◆ TASK DIRECTIONS
Write out again, please, the records below from the first line to the line holding "--surface:#fff; --page:#f6f6f6; --text:#202124;", inclusive, and nothing else.

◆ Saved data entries
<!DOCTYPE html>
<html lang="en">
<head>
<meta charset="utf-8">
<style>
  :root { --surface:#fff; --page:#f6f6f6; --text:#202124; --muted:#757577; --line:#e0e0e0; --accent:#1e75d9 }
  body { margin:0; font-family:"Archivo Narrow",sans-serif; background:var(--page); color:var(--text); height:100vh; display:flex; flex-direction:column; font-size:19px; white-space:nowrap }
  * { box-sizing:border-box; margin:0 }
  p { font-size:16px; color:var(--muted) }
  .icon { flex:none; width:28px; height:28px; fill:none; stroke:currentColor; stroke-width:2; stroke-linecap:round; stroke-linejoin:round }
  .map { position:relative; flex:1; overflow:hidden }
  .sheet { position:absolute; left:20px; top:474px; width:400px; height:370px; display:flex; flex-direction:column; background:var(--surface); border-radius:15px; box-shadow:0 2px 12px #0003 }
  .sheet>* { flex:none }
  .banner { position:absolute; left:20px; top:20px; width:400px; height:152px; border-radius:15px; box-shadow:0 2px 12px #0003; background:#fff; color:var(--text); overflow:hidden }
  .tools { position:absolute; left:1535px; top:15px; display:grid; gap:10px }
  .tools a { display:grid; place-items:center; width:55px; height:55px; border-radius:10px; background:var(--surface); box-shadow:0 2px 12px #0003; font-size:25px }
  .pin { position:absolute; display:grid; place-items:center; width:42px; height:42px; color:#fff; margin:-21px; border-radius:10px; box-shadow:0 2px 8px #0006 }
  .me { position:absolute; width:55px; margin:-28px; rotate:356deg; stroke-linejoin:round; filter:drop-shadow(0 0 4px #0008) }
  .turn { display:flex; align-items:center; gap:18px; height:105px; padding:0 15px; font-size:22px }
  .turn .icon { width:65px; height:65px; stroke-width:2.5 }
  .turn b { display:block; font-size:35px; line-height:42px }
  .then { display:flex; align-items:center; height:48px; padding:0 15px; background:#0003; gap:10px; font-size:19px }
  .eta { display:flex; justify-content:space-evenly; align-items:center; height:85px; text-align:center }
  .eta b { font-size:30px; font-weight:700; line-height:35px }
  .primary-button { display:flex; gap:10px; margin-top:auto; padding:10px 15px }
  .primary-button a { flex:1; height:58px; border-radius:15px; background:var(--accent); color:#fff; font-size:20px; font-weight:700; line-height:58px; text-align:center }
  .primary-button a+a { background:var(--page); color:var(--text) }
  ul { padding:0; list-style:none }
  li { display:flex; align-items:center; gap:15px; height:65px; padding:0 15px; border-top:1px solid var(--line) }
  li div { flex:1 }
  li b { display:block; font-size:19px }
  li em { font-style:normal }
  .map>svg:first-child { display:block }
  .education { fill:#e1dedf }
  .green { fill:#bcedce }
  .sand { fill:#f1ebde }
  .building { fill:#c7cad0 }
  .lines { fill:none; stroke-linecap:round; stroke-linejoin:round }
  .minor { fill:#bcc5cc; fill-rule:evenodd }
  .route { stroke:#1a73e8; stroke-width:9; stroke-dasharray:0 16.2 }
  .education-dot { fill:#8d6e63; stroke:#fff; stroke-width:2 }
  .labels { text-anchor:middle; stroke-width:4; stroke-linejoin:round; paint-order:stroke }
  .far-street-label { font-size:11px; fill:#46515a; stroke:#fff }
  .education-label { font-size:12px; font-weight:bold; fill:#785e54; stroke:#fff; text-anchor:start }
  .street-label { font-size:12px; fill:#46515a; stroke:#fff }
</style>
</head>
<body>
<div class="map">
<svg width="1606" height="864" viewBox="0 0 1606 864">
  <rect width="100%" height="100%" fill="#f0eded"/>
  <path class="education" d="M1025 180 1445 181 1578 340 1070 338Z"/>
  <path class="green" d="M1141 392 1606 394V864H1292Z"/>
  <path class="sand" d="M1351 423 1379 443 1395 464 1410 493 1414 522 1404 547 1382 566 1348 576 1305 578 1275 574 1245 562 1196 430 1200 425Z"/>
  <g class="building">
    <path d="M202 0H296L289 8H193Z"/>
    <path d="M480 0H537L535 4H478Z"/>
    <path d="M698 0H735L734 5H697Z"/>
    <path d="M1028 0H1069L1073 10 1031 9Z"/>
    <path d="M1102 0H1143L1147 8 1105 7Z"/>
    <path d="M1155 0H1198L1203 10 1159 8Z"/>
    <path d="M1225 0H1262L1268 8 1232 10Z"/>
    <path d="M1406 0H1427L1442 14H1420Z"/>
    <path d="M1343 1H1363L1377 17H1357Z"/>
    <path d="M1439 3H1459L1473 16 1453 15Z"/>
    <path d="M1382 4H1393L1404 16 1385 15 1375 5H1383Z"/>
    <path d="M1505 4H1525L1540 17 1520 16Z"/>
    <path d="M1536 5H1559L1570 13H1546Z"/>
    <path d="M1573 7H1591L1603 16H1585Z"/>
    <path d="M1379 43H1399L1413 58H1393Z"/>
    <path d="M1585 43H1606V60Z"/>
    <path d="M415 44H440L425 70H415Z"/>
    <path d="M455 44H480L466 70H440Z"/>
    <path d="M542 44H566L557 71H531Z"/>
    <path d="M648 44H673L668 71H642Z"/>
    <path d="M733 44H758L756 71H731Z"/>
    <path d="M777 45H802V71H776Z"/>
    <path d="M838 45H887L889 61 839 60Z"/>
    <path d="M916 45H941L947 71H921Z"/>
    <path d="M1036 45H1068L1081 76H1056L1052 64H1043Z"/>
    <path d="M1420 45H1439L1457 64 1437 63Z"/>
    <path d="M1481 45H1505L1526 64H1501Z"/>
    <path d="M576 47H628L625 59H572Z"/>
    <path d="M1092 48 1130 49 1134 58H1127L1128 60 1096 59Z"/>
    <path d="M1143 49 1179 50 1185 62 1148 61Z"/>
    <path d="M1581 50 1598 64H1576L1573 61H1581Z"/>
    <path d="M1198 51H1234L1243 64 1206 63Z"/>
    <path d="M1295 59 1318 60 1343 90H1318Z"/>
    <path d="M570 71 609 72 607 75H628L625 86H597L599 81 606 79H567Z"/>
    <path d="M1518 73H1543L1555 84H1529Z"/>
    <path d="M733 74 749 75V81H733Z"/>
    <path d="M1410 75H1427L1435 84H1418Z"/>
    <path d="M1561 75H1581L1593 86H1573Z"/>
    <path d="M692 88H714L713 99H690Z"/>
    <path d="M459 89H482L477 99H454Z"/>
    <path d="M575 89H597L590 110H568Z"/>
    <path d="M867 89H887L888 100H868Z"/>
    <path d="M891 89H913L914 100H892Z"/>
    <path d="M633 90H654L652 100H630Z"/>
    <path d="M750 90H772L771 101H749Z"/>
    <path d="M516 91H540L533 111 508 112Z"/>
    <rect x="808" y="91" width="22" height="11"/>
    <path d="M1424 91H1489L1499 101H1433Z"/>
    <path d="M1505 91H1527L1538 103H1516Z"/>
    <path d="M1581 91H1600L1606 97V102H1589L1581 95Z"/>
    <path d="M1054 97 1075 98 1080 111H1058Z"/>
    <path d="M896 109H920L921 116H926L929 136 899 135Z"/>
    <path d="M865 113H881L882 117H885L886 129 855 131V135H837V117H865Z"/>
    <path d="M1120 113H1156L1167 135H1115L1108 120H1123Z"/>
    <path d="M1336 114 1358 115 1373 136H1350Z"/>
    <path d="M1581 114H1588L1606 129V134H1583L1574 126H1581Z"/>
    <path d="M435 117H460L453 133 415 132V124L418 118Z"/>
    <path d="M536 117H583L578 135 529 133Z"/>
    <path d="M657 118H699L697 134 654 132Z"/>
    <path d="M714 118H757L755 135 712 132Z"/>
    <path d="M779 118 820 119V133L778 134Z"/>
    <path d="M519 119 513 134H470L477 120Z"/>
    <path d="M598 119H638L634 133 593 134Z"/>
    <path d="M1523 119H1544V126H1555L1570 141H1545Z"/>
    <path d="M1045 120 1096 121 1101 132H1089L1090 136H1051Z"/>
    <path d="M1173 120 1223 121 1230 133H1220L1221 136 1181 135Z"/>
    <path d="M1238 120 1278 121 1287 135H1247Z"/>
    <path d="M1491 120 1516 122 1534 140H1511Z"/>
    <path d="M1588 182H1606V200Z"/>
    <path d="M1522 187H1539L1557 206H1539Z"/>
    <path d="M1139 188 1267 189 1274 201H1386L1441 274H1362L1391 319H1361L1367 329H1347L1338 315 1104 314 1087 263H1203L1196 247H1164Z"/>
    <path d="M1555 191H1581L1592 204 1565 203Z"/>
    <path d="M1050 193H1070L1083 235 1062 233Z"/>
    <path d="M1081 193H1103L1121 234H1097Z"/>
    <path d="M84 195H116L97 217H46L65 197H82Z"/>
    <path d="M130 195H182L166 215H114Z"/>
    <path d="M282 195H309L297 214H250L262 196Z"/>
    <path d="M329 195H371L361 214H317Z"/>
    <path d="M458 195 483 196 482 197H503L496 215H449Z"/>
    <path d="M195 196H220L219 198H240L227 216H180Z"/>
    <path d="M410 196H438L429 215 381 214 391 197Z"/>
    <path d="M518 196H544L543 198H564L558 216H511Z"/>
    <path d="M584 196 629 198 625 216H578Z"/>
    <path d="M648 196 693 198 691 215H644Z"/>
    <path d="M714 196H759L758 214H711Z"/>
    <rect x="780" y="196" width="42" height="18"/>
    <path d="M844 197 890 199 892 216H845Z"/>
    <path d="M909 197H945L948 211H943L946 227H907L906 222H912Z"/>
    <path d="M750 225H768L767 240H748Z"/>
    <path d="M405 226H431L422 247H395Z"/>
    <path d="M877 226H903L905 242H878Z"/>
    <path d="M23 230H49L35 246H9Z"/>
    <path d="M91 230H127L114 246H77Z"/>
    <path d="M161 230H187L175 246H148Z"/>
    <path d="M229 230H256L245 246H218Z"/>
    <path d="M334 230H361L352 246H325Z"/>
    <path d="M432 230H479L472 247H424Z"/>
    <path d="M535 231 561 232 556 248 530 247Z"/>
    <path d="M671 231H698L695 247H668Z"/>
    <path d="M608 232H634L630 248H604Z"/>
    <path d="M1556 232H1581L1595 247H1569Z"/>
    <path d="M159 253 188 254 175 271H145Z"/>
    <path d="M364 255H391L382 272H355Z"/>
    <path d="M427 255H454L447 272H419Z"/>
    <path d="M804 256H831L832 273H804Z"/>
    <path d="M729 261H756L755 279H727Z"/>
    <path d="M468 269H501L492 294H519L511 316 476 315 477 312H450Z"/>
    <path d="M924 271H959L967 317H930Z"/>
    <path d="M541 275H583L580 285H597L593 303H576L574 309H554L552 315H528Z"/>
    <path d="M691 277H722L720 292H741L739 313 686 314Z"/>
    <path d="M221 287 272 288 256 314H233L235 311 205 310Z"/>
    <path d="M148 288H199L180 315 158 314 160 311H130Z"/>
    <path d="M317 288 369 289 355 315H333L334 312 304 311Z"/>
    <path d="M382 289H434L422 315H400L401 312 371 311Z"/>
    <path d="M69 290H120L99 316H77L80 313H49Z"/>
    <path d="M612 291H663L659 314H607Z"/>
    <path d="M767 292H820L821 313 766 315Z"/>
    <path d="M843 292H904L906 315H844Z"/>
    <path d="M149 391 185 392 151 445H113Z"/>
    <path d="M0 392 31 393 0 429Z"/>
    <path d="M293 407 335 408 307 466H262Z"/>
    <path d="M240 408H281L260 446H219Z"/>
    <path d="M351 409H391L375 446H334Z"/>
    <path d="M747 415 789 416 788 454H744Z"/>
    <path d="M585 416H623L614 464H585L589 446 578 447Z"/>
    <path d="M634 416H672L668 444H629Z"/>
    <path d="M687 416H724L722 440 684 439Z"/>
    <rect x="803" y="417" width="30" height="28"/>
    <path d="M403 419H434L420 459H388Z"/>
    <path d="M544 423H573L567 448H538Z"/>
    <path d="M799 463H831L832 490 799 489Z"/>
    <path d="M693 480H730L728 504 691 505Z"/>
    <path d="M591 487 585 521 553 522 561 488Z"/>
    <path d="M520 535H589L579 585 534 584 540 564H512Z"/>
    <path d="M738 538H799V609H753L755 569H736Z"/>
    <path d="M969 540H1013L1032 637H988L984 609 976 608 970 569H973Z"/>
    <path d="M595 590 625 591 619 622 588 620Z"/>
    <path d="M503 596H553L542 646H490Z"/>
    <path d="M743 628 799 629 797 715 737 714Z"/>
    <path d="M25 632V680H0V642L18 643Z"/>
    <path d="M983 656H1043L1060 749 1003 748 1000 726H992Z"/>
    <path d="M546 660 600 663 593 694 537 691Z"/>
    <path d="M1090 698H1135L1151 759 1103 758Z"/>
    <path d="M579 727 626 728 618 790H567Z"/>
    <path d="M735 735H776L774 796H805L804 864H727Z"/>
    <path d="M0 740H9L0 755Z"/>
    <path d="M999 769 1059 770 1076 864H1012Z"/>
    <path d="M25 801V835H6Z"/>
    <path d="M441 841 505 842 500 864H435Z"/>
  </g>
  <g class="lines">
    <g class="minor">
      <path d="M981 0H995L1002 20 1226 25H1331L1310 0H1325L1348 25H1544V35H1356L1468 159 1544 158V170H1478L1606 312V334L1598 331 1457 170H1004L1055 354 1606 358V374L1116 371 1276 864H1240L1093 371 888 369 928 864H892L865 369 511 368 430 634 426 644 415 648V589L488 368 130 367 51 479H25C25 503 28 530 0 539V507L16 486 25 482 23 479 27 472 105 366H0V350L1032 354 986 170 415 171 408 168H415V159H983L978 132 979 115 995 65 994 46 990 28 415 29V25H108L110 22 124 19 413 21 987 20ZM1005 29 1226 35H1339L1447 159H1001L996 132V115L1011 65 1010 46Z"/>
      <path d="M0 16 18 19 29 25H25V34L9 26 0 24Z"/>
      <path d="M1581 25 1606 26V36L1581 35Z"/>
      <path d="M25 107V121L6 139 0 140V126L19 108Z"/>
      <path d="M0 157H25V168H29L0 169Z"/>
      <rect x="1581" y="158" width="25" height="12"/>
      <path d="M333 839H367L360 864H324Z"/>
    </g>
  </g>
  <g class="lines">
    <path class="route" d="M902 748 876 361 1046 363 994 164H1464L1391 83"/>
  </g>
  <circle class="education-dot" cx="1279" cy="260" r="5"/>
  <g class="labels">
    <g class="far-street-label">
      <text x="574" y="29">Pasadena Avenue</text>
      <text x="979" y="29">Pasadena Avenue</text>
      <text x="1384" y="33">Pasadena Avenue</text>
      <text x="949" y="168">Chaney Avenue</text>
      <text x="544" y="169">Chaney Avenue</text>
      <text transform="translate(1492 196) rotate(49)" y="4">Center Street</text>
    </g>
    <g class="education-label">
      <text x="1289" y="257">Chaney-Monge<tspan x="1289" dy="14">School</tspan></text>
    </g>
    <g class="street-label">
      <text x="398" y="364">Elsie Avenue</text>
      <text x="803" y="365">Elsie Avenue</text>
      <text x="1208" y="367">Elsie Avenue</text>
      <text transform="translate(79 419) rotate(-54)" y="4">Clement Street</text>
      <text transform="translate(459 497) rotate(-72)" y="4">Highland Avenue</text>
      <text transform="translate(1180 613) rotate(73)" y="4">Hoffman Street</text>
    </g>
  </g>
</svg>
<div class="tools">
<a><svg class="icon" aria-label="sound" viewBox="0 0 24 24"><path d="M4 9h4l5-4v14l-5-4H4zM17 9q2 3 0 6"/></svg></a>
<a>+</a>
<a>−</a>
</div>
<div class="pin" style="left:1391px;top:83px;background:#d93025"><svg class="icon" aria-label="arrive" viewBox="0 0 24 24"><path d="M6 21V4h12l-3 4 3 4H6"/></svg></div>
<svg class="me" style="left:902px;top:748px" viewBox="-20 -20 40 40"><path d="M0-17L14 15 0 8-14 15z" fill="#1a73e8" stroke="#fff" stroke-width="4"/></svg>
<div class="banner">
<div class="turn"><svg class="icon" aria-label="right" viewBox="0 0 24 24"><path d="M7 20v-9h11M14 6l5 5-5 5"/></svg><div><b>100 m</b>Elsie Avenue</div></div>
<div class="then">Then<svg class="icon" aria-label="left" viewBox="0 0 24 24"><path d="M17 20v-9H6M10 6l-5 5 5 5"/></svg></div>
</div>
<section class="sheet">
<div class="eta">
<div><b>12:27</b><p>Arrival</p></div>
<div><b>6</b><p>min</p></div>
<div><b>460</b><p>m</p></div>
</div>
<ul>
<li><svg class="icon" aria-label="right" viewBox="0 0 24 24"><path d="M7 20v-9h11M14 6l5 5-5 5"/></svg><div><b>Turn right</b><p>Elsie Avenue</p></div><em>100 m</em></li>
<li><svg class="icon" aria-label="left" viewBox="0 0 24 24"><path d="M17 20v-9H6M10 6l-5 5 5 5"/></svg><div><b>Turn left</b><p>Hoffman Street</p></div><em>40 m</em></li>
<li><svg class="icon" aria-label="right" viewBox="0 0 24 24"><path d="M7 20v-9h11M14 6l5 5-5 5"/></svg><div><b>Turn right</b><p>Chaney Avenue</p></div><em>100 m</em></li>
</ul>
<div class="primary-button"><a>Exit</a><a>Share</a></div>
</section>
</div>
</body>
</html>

◆ ANSWER BOX
<!DOCTYPE html>
<html lang="en">
<head>
<meta charset="utf-8">
<style>
  :root { --surface:#fff; --page:#f6f6f6; --text:#202124; --muted:#757577; --line:#e0e0e0; --accent:#1e75d9 }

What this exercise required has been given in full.